◆ **What to do**:
Look through the records below, count the lines with the word "Kulmbacher", and reply with only the number.

[Saved entries]
§ §
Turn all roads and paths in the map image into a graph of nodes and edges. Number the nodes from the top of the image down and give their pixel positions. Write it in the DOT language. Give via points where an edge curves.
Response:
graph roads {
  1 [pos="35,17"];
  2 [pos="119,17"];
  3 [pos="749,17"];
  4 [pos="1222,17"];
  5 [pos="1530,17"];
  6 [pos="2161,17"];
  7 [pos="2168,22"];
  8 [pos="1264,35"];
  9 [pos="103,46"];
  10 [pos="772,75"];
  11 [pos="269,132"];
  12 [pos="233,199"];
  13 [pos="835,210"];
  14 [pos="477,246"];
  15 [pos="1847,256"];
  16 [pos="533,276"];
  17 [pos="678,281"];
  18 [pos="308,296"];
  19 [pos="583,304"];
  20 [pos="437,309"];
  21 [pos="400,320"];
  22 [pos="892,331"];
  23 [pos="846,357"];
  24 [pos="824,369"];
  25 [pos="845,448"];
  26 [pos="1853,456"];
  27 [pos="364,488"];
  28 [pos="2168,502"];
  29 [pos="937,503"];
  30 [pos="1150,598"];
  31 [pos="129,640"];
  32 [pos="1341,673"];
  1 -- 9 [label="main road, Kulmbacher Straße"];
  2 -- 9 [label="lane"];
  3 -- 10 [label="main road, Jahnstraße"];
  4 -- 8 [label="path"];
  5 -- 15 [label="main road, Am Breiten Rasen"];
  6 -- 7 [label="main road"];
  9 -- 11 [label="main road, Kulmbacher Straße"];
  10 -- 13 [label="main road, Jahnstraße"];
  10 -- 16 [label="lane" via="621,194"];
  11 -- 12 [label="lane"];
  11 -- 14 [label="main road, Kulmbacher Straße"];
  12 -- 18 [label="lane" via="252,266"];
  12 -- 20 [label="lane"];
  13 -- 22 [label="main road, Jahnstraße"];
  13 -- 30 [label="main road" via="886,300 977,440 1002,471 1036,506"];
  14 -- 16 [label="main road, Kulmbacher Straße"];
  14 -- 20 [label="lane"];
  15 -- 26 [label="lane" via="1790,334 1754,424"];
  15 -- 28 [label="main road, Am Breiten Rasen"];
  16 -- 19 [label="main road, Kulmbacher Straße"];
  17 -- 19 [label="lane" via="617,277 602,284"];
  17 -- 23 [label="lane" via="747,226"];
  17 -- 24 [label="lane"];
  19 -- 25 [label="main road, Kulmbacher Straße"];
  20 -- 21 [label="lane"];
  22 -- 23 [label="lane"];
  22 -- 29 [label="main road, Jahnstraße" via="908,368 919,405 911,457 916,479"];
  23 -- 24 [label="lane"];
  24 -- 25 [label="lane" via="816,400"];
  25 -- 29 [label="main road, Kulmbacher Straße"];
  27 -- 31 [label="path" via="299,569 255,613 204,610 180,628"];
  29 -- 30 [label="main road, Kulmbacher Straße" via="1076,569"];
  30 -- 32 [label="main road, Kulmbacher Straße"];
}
§ §
◆ **Reply to the exercise**:
9